Ideally, a score on a criterion-referenced test reflects the degrees of proficiency of the test taker with one or more KSAs (knowledge, skills and/abilities), and may report results with one unidimensional score and/or multiple sub-scores. Criterion-referenced tests differ from norm-referenced tests in that (in theory) the former report level of proficiency relative pre-determined level and the latter reports relative standing to other test takers. Criterion-referenced tests may be used to determine whether a student reached predetermined levels of proficiency (i.e., scoring above some cutoff score) and therefore move on to the next unit or level of study.

The distractors are incorrect or irrelevant answers that are usually (but not always) based on students' commonly held misconceptions. Test developers often research student misconceptions by examining students' responses to open-ended essay questions and conducting "think-aloud" interviews with students.
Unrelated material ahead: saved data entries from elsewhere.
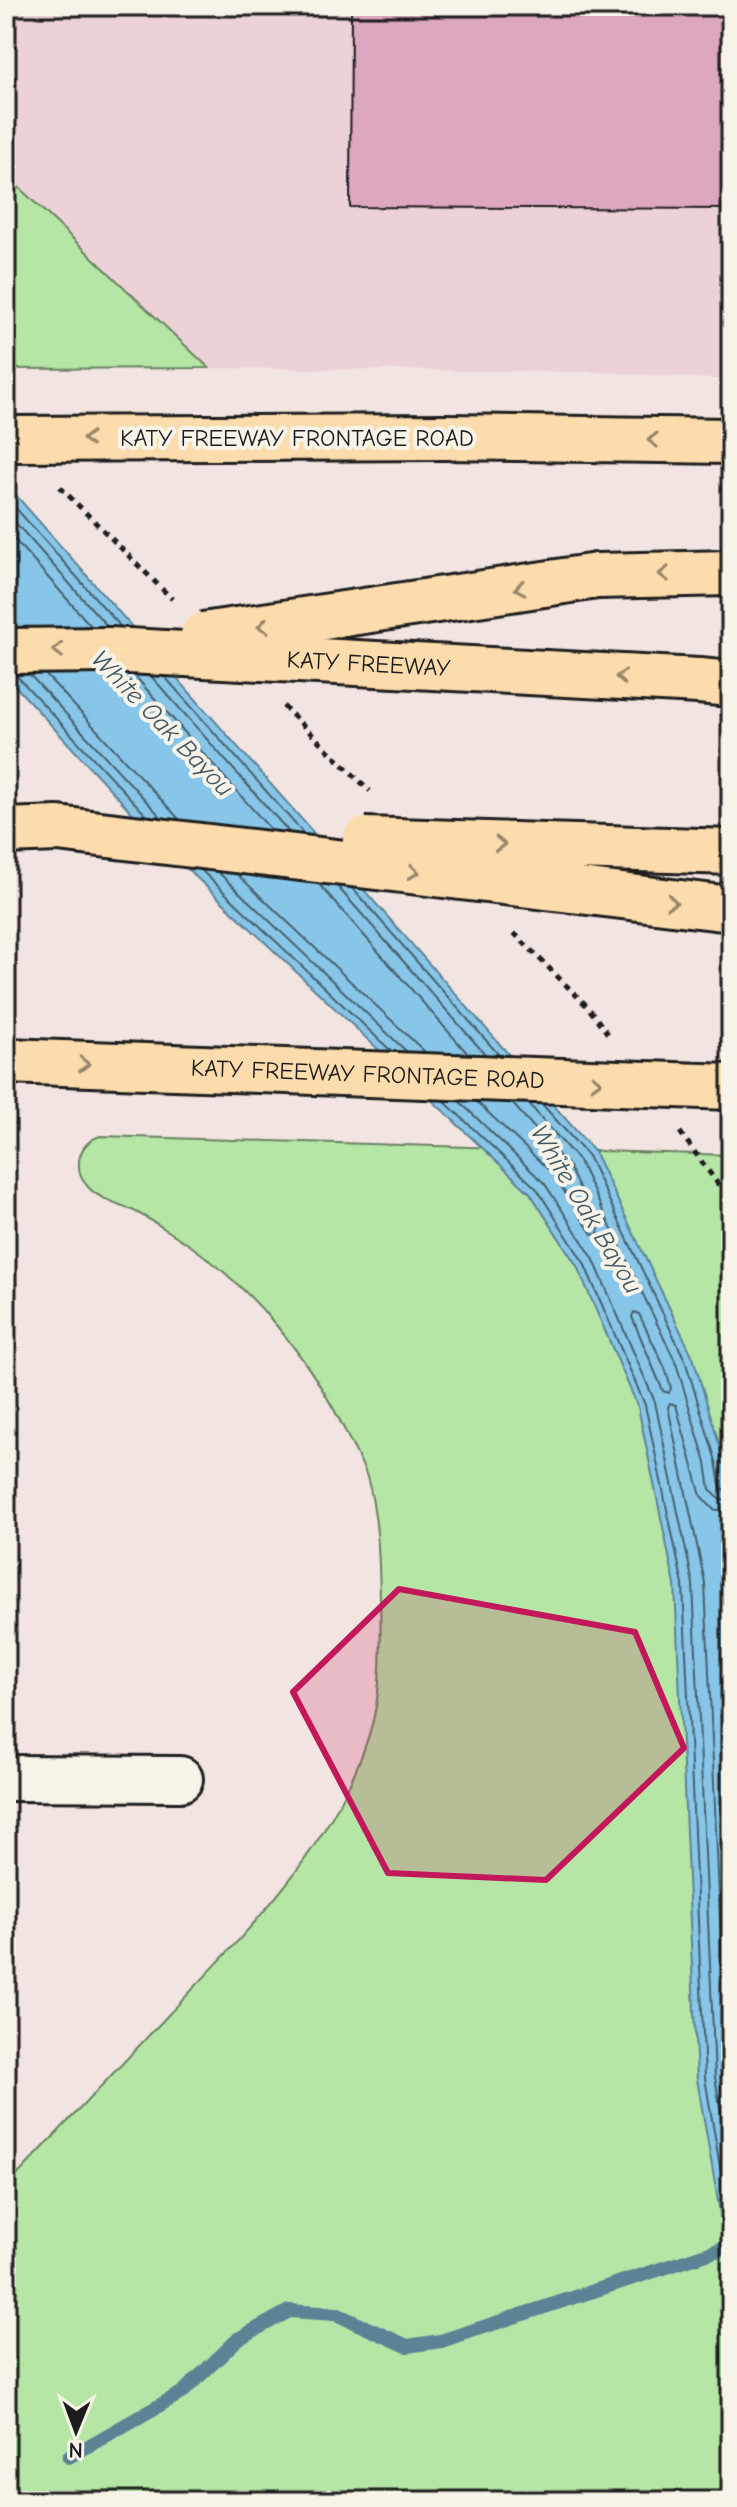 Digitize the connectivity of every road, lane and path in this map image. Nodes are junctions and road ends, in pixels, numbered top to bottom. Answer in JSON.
{"nodes":[{"id":1,"x":6,"y":439,"type":"edge"},
{"id":2,"x":731,"y":441,"type":"edge"},
{"id":3,"x":731,"y":573,"type":"edge"},
{"id":4,"x":109,"y":650,"type":"junction"},
{"id":5,"x":6,"y":651,"type":"edge"},
{"id":6,"x":715,"y":682,"type":"edge"},
{"id":7,"x":58,"y":829,"type":"junction"},
{"id":8,"x":6,"y":831,"type":"edge"},
{"id":9,"x":731,"y":852,"type":"edge"},
{"id":10,"x":731,"y":909,"type":"edge"},
{"id":11,"x":6,"y":1061,"type":"edge"},
{"id":12,"x":731,"y":1087,"type":"edge"},
{"id":13,"x":6,"y":1778,"type":"edge"},
{"id":14,"x":180,"y":1779,"type":"dead end"}],
"edges":[{"from":2,"to":1,"type":"main road","name":"KATY FREEWAY FRONTAGE ROAD","one_way":true,"bridge":true},
{"from":3,"to":4,"type":"main road","one_way":true,"bridge":true},
{"from":4,"to":5,"type":"main road","name":"KATY FREEWAY","one_way":true},
{"from":6,"to":4,"type":"main road","name":"KATY FREEWAY","one_way":true,"bridge":true},
{"from":7,"to":8,"type":"main road"},
{"from":7,"to":9,"type":"main road","one_way":true,"bridge":true},
{"from":7,"to":10,"type":"main road","one_way":true,"bridge":true},
{"from":11,"to":12,"type":"main road","name":"KATY FREEWAY FRONTAGE ROAD","one_way":true,"bridge":true},
{"from":13,"to":14,"type":"lane"}]} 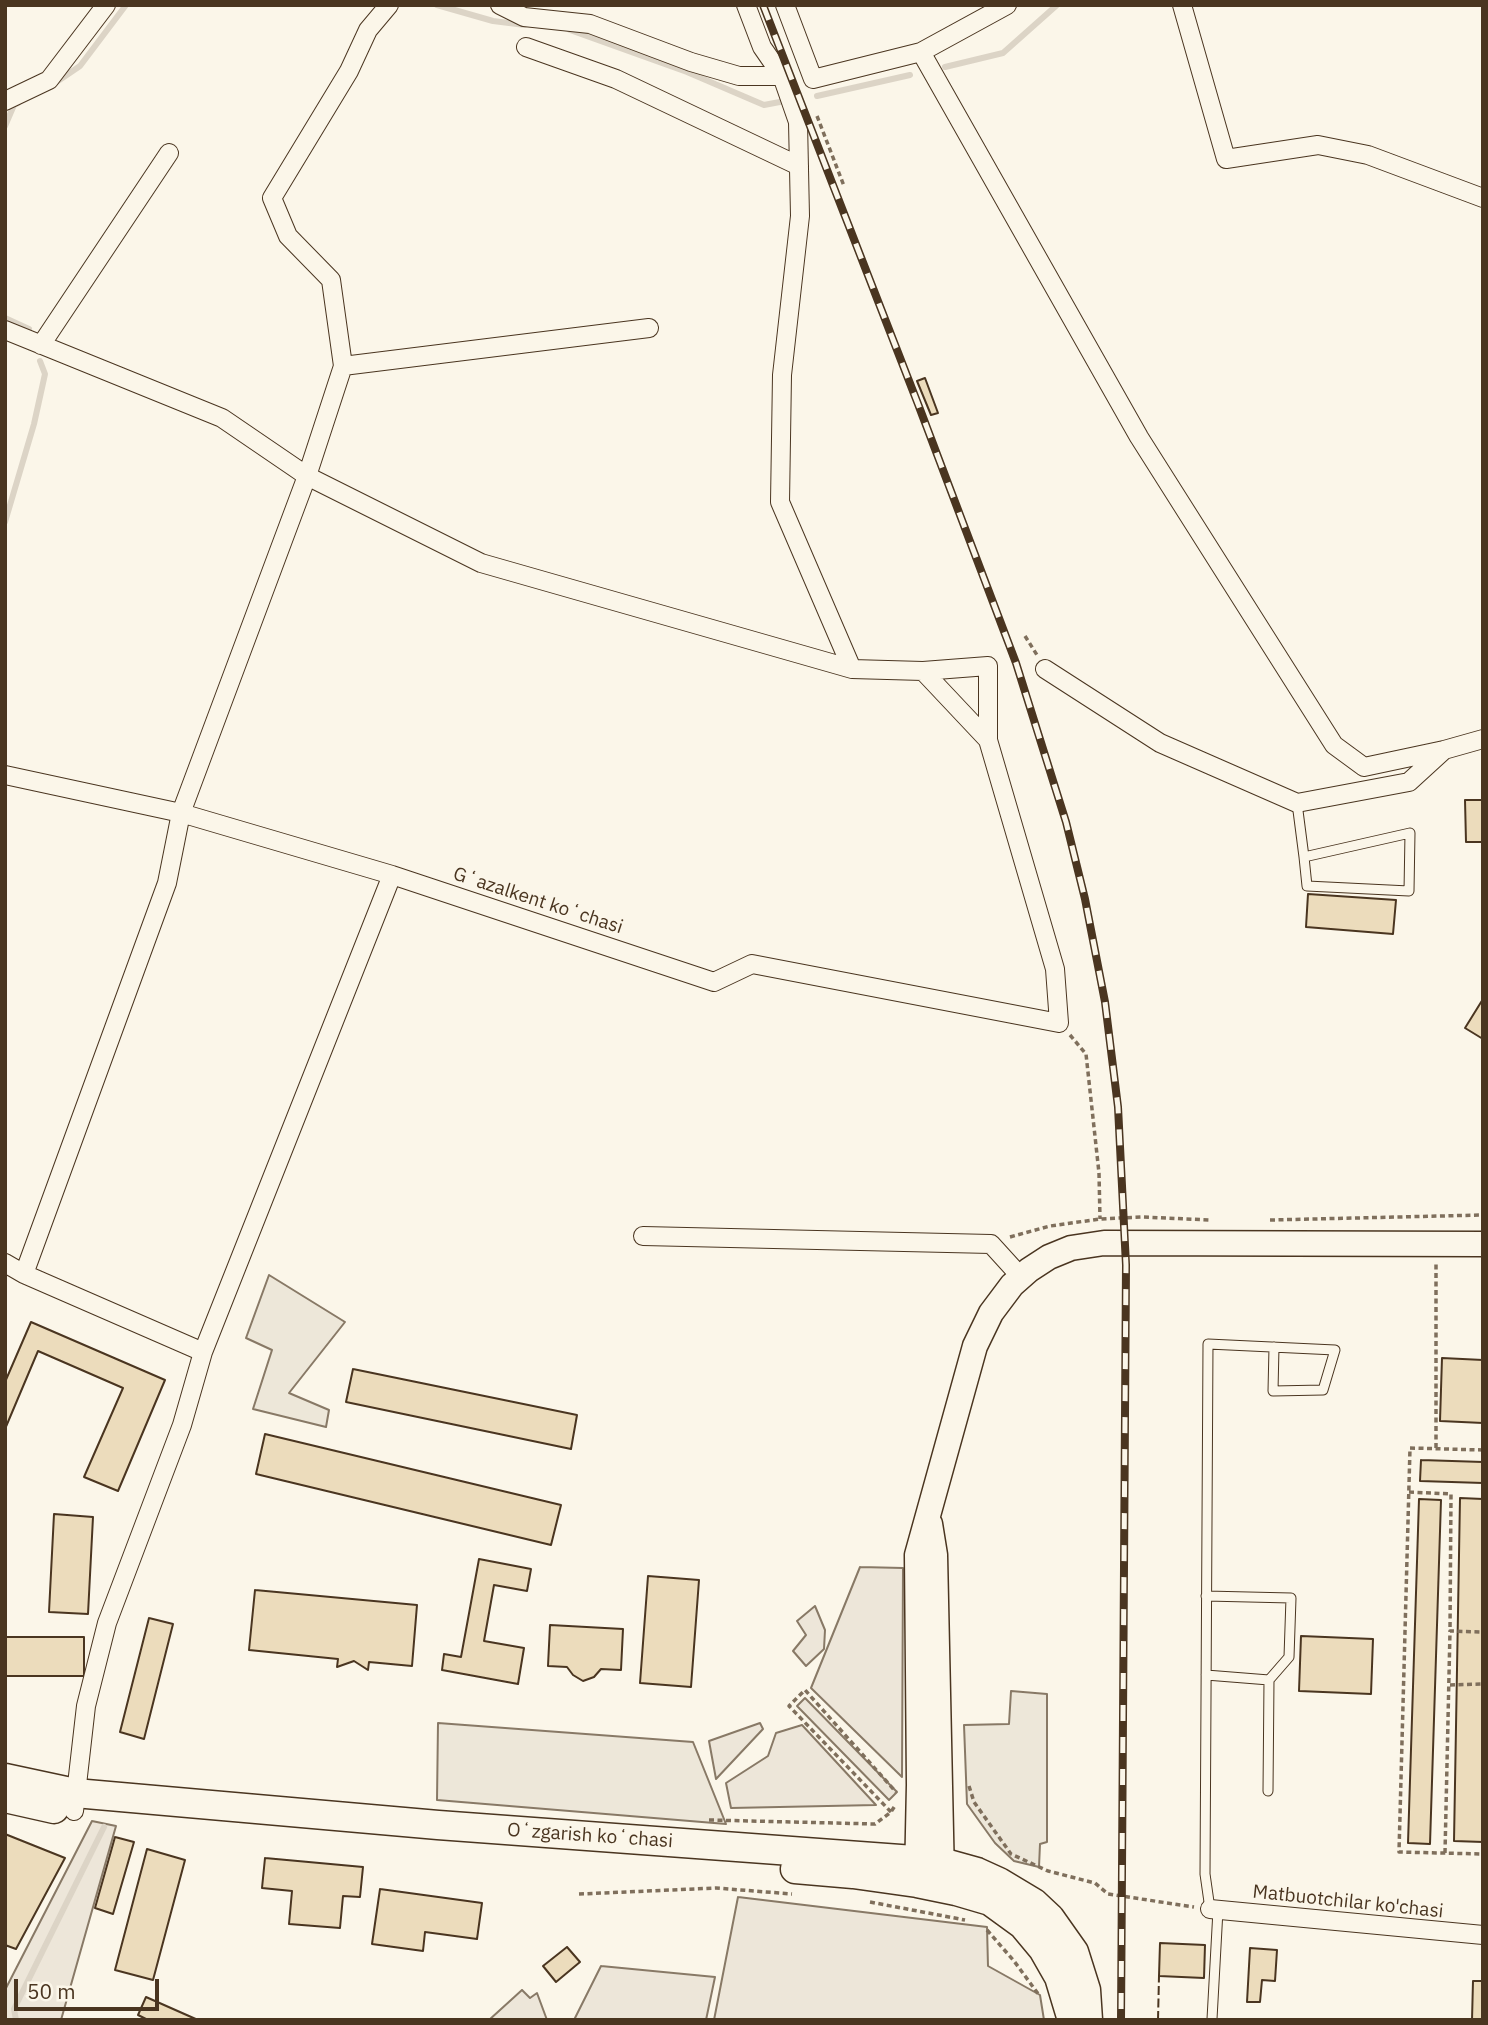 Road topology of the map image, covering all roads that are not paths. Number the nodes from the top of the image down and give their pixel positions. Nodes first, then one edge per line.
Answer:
1 (106, 5) edge
2 (389, 5) edge
3 (500, 5) edge
4 (746, 5) edge
5 (785, 5) edge
6 (1007, 5) edge
7 (1182, 5) edge
8 (526, 47) dead end
9 (921, 52) junction
10 (782, 76) junction
11 (5, 101) edge
12 (169, 153) dead end
13 (799, 166) junction
14 (1483, 198) edge
15 (649, 328) dead end
16 (5, 330) edge
17 (41, 345) junction
18 (343, 366) junction
19 (307, 476) junction
20 (852, 668) junction
21 (1045, 669) dead end
22 (923, 671) junction
23 (1483, 739) edge
24 (988, 740) junction
25 (1444, 750) junction
26 (5, 775) edge
27 (1297, 803) junction
28 (181, 813) junction
29 (1304, 857) junction
30 (392, 875) junction
31 (643, 1236) dead end
32 (1483, 1244) edge
33 (5, 1263) edge
34 (24, 1273) junction
35 (1021, 1277) junction
36 (1274, 1347) junction
37 (203, 1352) junction
38 (1206, 1596) junction
39 (1206, 1675) junction
40 (1269, 1680) junction
41 (5, 1778) edge
42 (1268, 1790) dead end
43 (5, 1798) edge
44 (74, 1802) junction
45 (929, 1873) junction
46 (1214, 1910) junction
47 (1483, 1935) edge
48 (1212, 2019) edge
49 (1072, 2020) edge
50 (1088, 2020) edge

1 - 11 street
2 - 18 street
3 - 10 street
4 - 10 street
5 - 9 street
6 - 9 street
7 - 14 street
8 - 13 street
9 - 25 street
10 - 13 street
12 - 17 street
13 - 20 street
15 - 18 street
16 - 17 street
17 - 19 street
18 - 19 street
19 - 20 street
19 - 28 street
20 - 22 street
21 - 27 street
22 - 24 street
22 - 24 street
23 - 25 street
24 - 30 street, Gʻazalkent koʻchasi
25 - 27 street
26 - 28 street, Gʻazalkent koʻchasi
27 - 29 lane
28 - 30 street, Gʻazalkent koʻchasi
28 - 34 street
29 - 29 lane
30 - 37 street
31 - 35 street
32 - 35 main road
33 - 34 street
34 - 37 street
35 - 45 main road
36 - 36 lane
36 - 38 lane
37 - 44 street
38 - 39 lane
38 - 40 lane
39 - 40 lane
39 - 46 lane
40 - 42 lane
41 - 44 main road, Oʻzgarish koʻchasi
43 - 44 main road, Oʻzgarish koʻchasi
44 - 45 main road, Oʻzgarish koʻchasi
45 - 49 main road, Oʻzgarish koʻchasi
45 - 50 main road, Oʻzgarish koʻchasi
46 - 47 street, Matbuotchilar ko'chasi
46 - 48 lane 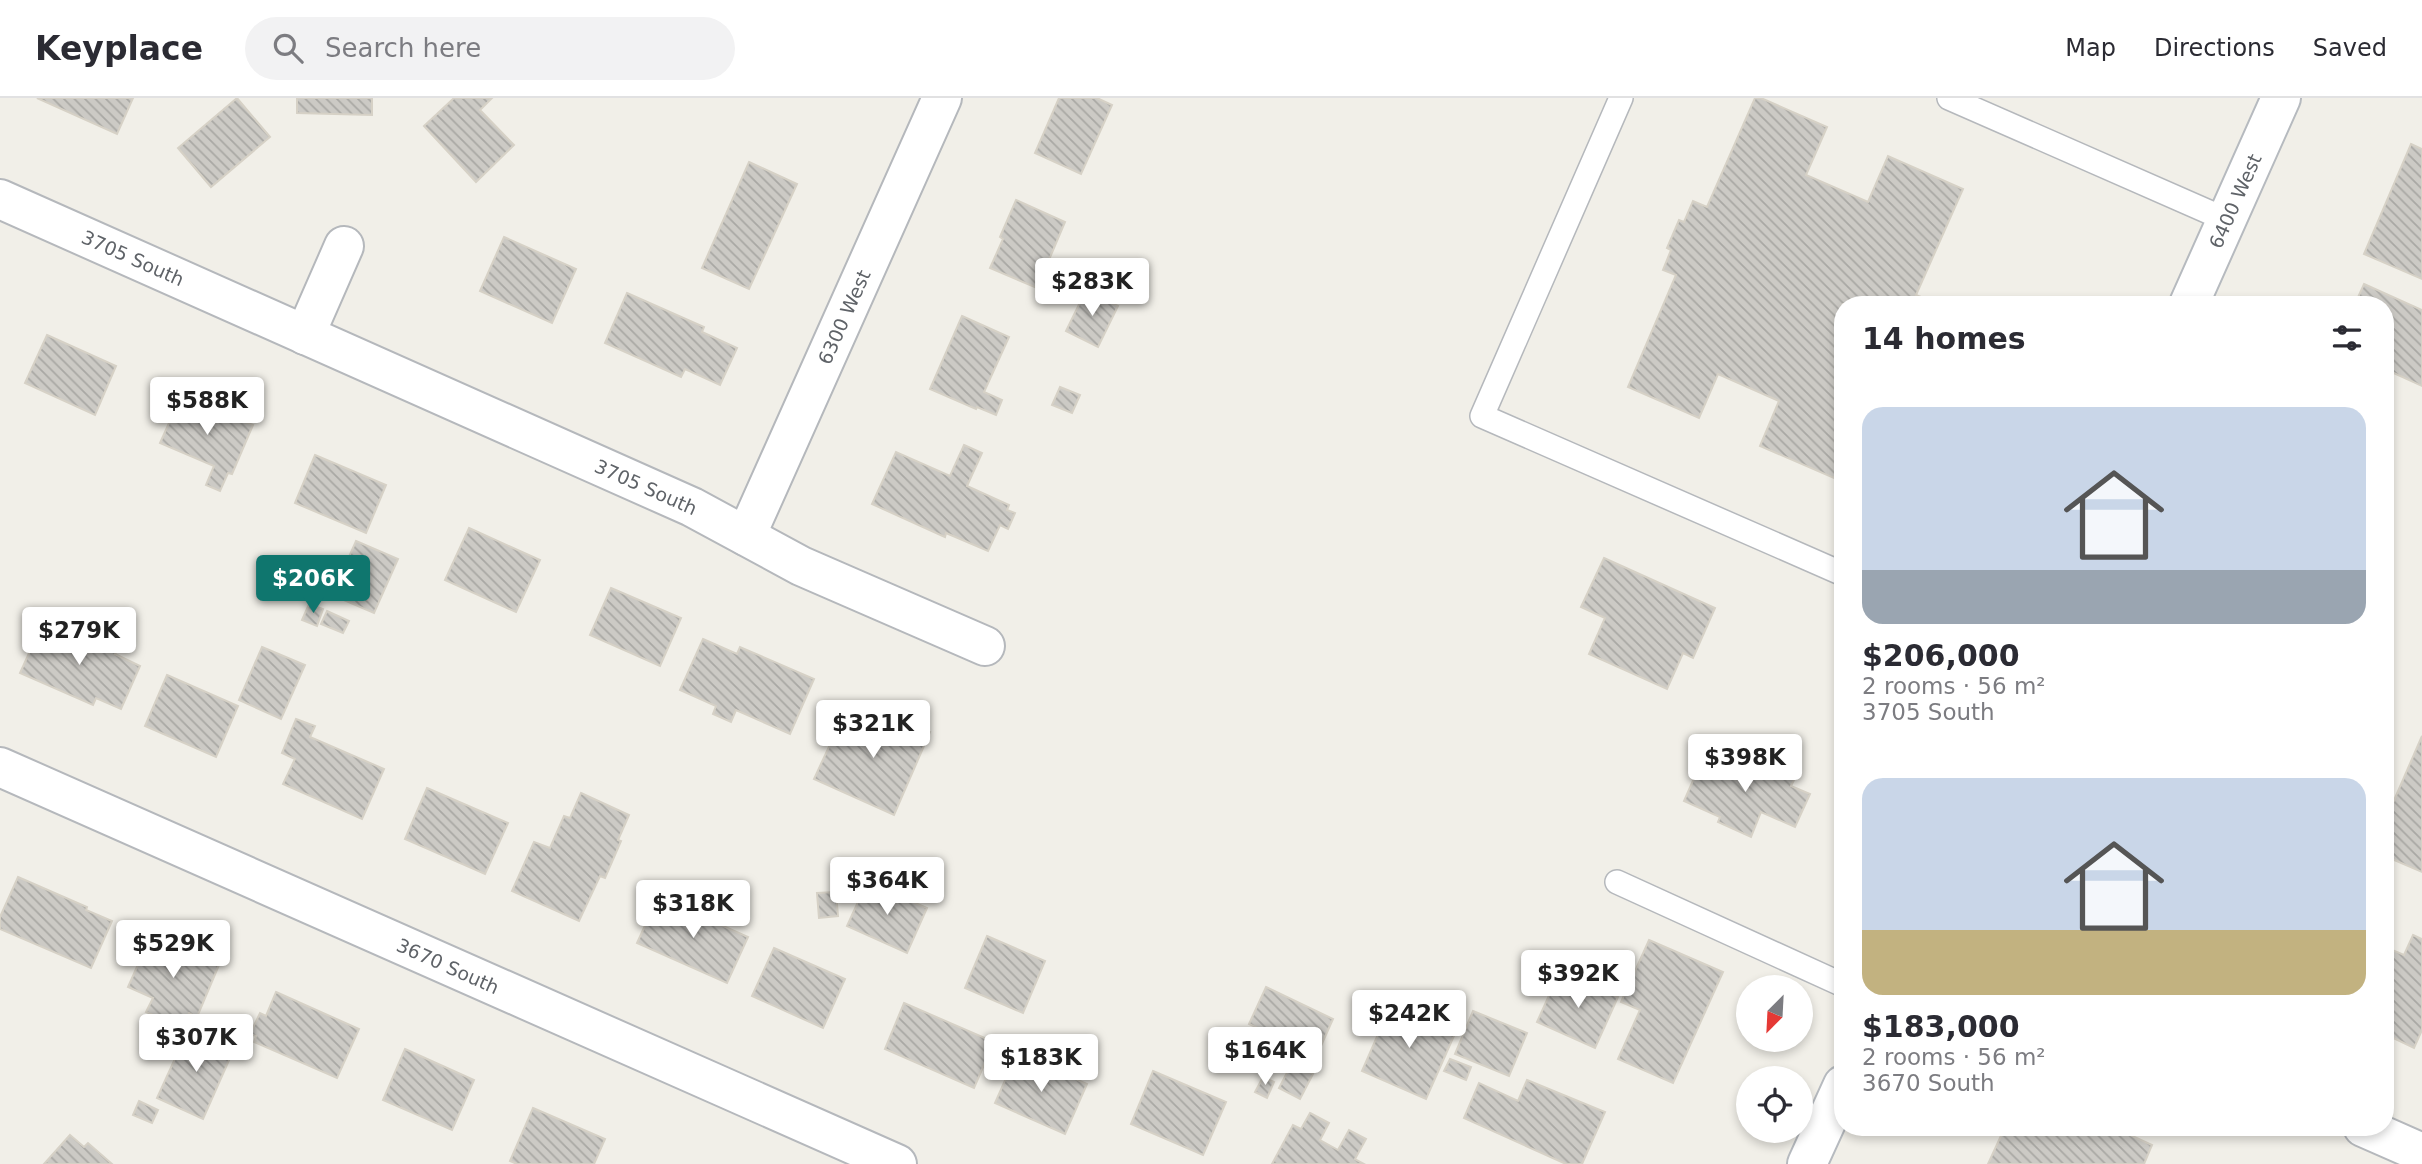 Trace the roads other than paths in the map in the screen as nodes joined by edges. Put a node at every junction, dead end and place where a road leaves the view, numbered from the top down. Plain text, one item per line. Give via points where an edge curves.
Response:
1 (942, 98) edge
2 (1621, 98) edge
3 (1949, 98) edge
4 (2281, 98) edge
5 (0, 199) edge
6 (2227, 220) junction
7 (344, 246) dead end
8 (2193, 296) edge
9 (305, 335) junction
10 (746, 536) junction
11 (1834, 571) edge
12 (985, 646) dead end
13 (0, 767) edge
14 (1618, 882) dead end
15 (1834, 981) edge
16 (1834, 1105) edge
17 (2383, 1136) edge
18 (2422, 1153) edge
19 (897, 1164) edge
20 (1808, 1164) edge

1 - 10 street, 6300 West
2 - 11 lane via 1482,416
3 - 6 lane
4 - 6 street, 6400 West
5 - 9 street, 3705 South
6 - 8 street, 6400 West
7 - 9 street
9 - 10 street, 3705 South via 692,507
10 - 12 street, 3705 South via 801,566
13 - 19 street, 3670 South
14 - 15 lane
16 - 20 street
17 - 18 street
The distractors chosen by students help researchers understand student thinking and give instructors insights into students' prior knowledge (and, sometimes, firmly held beliefs). This foundation in research underlies instrument construction and design, and plays a role in helping educators obtain clues about students' ideas, scientific misconceptions, and didaskalogenic ("teacher-induced" or "teaching-induced") confusions and conceptual lacunae that interfere with learning.

==Concept inventories in use==
Concept inventories are education-related diagnostic tests. In 1985 Halloun and Hestenes introduced a "multiple-choice mechanics diagnostic test" to examine students' concepts about motion. It evaluates student understanding of basic concepts in classical (macroscopic) mechanics. A little later, the Force Concept Inventory (FCI), another concept inventory, was developed. The FCI was designed to assess student understanding of the Newtonian concepts of force. Hestenes (1998) found that while "nearly 80% of the [students completing introductory college physics courses] could state Newton's Third Law at the beginning of the course, FCI data showed that less than 15% of them fully understood it at the end". These results have been replicated in a number of studies involving students at a range of institutions (see sources section below). That said, there remain questions as what exactly the FCI measures. Results using the FCI have led to greater recognition in the science education community of the importance of students' "interactive engagement" with the materials to be mastered.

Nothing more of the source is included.